**EXERCISE DESCRIPTION**
Identify every line in the records below that contains the word "paths", and reproduce each one.
******************************
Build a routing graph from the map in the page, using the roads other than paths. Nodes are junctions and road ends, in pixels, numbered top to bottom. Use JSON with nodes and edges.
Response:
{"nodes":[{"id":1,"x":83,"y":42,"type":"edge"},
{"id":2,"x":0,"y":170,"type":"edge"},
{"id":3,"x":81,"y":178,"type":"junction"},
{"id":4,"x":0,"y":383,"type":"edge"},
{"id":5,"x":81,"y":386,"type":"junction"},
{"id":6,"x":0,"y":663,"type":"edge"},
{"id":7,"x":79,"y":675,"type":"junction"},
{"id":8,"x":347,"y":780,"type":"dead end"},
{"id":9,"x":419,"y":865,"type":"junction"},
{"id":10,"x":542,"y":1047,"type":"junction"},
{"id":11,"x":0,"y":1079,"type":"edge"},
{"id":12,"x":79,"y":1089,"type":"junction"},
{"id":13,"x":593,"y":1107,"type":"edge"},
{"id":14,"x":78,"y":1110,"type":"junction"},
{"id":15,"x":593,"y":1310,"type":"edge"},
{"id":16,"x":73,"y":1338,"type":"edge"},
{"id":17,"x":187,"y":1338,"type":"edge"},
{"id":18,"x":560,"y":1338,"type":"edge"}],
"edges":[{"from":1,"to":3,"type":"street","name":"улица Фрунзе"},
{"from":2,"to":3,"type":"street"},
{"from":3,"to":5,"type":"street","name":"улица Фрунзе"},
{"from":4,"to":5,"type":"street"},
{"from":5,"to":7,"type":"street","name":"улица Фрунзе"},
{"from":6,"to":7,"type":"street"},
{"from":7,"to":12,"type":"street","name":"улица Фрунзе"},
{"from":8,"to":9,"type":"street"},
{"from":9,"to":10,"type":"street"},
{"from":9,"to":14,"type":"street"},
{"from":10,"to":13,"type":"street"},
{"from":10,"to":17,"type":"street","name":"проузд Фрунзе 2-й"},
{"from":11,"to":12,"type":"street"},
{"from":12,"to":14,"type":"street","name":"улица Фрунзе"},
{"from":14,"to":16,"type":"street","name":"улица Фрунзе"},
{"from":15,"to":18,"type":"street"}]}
******************************
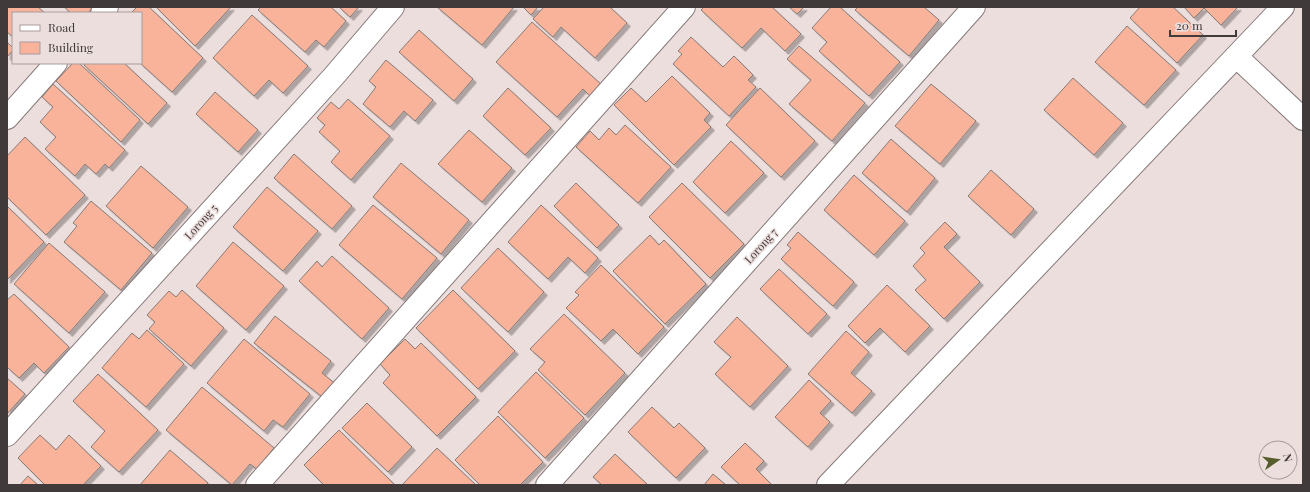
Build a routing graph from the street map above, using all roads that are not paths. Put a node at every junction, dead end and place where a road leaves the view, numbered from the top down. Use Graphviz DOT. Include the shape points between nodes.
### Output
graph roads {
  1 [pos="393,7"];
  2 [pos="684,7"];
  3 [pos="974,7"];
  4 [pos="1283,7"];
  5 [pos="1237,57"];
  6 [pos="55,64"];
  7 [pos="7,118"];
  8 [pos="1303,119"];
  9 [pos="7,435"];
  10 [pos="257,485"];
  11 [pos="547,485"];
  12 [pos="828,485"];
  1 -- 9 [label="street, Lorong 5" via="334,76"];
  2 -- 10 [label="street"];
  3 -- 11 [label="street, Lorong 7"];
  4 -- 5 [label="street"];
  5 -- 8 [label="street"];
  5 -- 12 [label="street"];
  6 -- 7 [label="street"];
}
******************************
**RESPONSE TO THIS TASK**
Build a routing graph from the map in the page, using the roads other than paths. Nodes are junctions and road ends, in pixels, numbered top to bottom. Use JSON with nodes and edges.
Build a routing graph from the street map above, using all roads that are not paths. Put a node at every junction, dead end and place where a road leaves the view, numbered from the top down. Use Graphviz DOT. Include the shape points between nodes.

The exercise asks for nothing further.